Required action: Give the total of lines holding the word "ring" in the records below, and nothing else.

== Given information

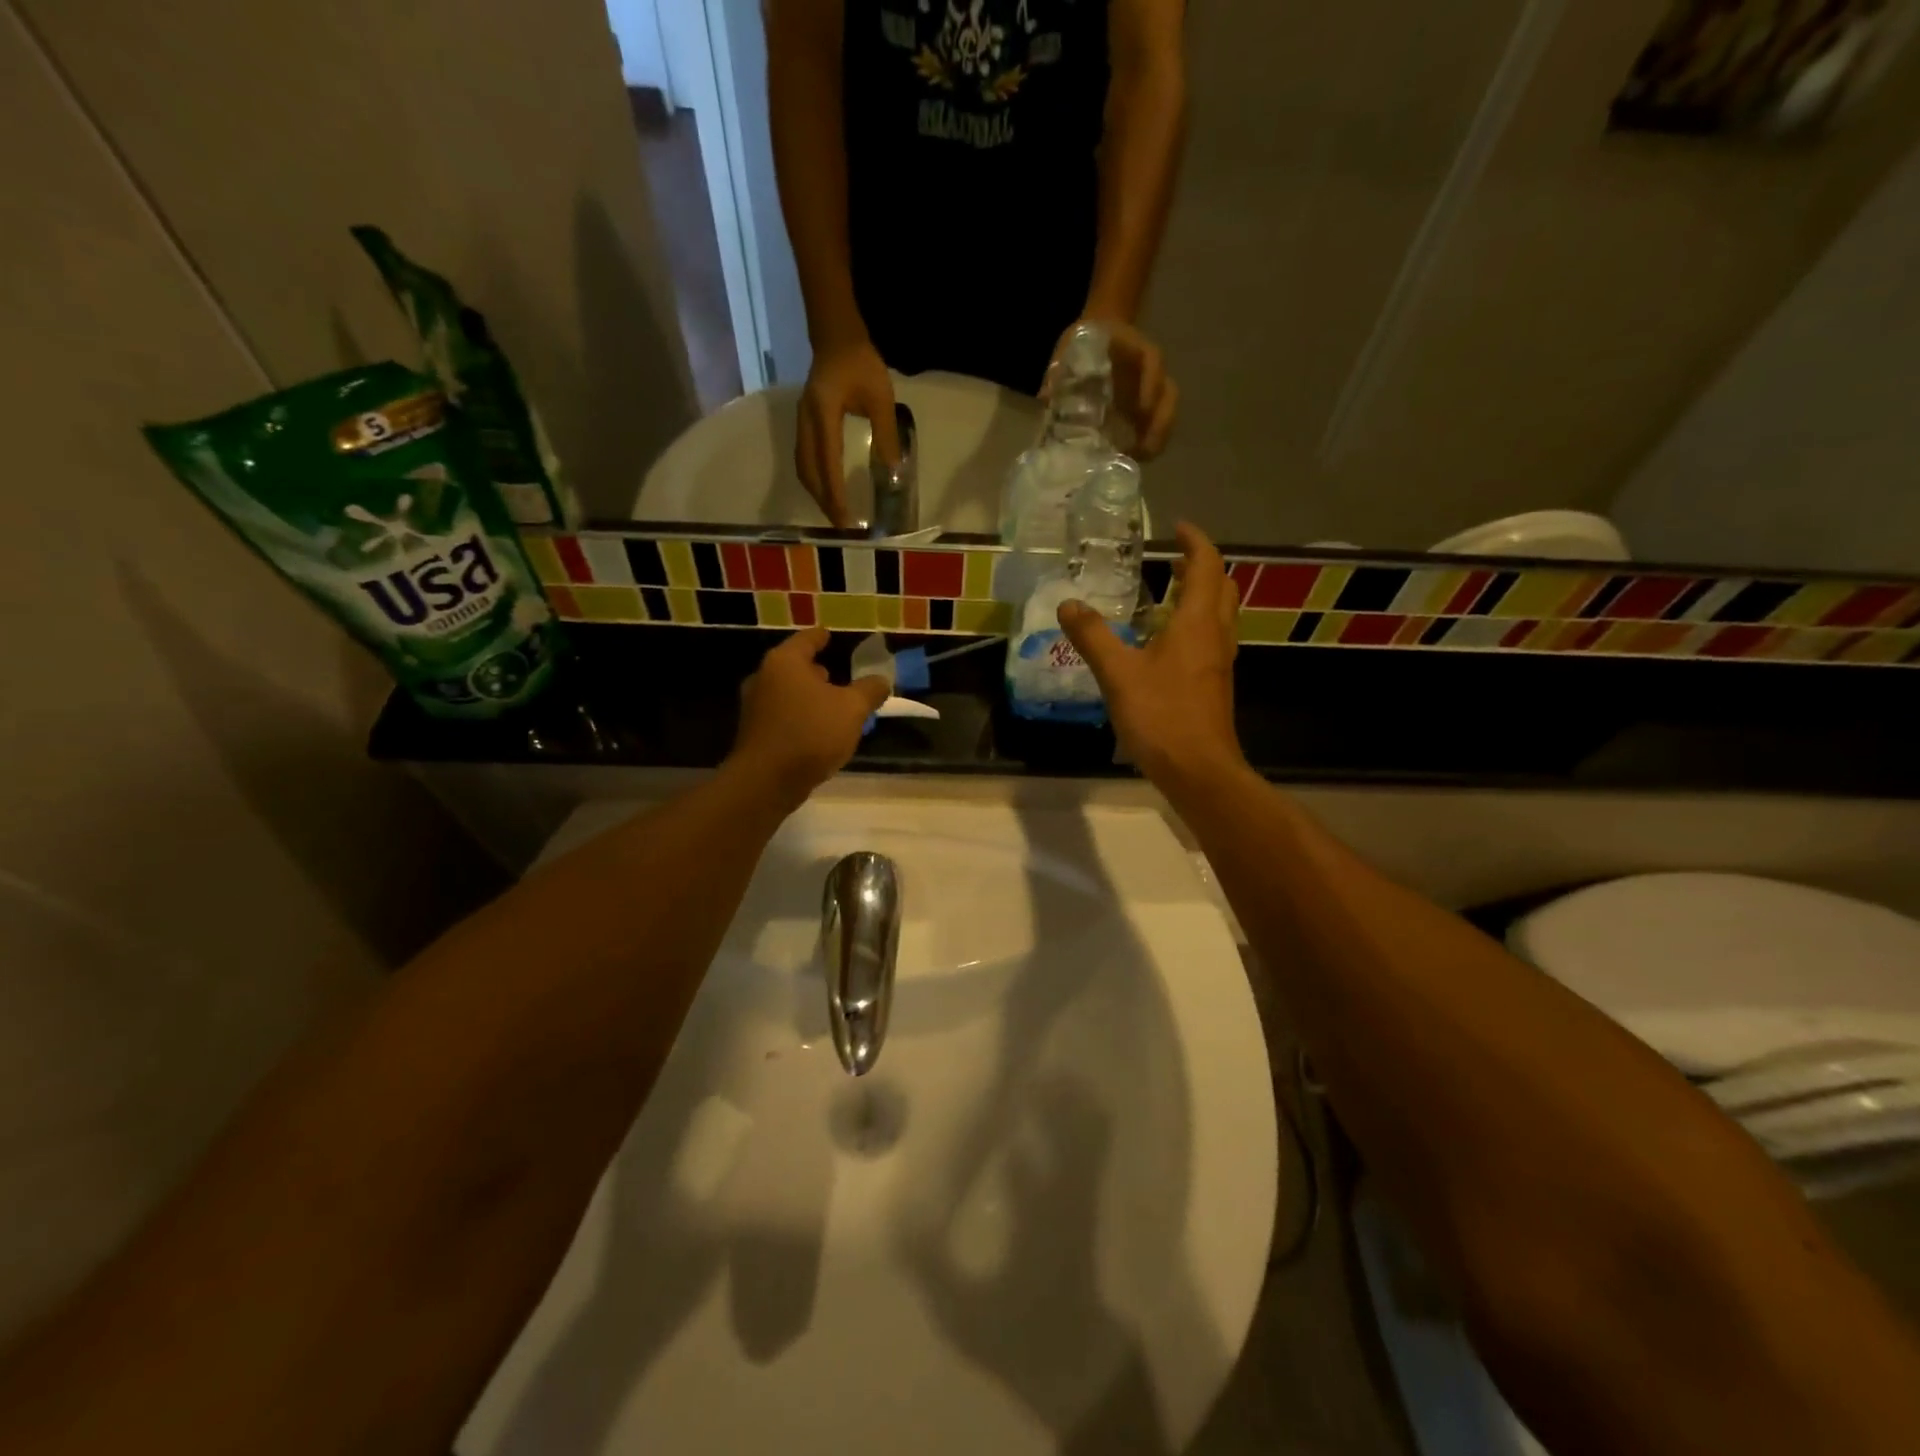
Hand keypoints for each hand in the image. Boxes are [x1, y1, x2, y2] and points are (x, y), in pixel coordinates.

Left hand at [728, 627, 889, 803]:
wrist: (767, 781)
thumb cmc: (811, 733)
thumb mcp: (852, 709)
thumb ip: (869, 690)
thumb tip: (881, 680)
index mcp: (785, 662)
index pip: (807, 639)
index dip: (822, 637)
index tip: (831, 636)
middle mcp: (764, 677)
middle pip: (794, 666)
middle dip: (816, 670)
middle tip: (838, 675)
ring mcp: (755, 706)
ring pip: (787, 692)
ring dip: (808, 696)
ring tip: (832, 705)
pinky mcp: (754, 732)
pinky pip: (782, 715)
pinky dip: (799, 716)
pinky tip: (817, 730)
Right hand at [796, 337, 899, 526]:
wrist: (836, 338)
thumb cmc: (861, 364)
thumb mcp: (881, 398)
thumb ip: (886, 434)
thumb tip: (892, 472)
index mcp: (824, 414)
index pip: (827, 463)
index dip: (834, 494)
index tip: (844, 518)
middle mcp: (806, 422)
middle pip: (809, 471)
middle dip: (823, 500)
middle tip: (841, 525)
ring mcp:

====

Response area: 5